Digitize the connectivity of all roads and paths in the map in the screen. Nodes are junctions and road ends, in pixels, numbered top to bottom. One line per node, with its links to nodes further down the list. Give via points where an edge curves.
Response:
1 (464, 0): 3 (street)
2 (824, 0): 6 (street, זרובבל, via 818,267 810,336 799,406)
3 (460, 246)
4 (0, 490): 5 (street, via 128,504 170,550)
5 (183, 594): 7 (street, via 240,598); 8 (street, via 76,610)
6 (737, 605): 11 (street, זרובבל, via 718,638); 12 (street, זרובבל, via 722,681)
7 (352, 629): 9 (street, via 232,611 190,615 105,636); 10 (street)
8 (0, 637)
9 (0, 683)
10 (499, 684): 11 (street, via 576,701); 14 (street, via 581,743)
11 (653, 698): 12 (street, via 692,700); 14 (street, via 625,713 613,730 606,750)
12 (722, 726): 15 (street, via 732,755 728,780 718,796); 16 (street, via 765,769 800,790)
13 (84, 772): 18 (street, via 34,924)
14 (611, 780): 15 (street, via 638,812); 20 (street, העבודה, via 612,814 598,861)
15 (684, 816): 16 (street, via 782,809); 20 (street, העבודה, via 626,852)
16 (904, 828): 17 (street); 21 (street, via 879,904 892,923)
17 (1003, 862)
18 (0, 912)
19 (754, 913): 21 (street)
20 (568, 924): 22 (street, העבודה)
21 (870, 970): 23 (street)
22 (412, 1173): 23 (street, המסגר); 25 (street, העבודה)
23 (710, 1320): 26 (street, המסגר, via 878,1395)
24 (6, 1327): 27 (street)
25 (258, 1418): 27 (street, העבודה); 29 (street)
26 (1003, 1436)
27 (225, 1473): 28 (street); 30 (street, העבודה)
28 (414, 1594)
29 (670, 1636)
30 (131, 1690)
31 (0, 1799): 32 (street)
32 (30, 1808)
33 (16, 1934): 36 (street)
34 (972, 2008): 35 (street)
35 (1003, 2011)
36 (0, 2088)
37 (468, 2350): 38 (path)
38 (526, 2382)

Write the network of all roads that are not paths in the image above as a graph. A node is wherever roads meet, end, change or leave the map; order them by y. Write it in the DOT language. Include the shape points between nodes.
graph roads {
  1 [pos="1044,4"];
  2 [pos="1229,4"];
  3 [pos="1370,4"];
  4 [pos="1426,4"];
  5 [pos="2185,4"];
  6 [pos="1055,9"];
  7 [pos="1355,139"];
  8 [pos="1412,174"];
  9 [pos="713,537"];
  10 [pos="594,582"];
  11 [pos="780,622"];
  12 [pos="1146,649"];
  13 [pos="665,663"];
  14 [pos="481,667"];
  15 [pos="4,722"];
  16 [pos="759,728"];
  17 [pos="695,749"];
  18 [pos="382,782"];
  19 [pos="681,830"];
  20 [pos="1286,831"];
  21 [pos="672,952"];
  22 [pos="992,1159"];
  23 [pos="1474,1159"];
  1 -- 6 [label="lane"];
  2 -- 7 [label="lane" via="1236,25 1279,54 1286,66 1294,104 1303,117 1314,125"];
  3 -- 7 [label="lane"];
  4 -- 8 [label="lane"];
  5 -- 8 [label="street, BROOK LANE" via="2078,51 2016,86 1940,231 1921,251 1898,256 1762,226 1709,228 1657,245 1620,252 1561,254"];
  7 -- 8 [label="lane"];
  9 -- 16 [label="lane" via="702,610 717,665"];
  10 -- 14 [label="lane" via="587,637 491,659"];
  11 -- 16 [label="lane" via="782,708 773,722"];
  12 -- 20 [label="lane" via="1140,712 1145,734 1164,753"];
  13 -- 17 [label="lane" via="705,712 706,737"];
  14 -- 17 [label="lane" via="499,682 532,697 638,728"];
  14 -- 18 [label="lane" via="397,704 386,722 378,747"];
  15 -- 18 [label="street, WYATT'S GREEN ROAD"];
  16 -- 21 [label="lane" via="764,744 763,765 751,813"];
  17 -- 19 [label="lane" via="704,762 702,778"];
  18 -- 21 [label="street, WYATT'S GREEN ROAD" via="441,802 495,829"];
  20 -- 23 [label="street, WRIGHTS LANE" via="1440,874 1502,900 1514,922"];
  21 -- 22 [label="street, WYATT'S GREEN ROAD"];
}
== == ==
PROBLEM DESCRIPTION:
Which of the lines above hold the string "node"? Copy each one.

WRITTEN ANSWER:
Digitize the connectivity of all roads and paths in the map in the screen. Nodes are junctions and road ends, in pixels, numbered top to bottom. One line per node, with its links to nodes further down the list. Give via points where an edge curves.
Write the network of all roads that are not paths in the image above as a graph. A node is wherever roads meet, end, change or leave the map; order them by y. Write it in the DOT language. Include the shape points between nodes.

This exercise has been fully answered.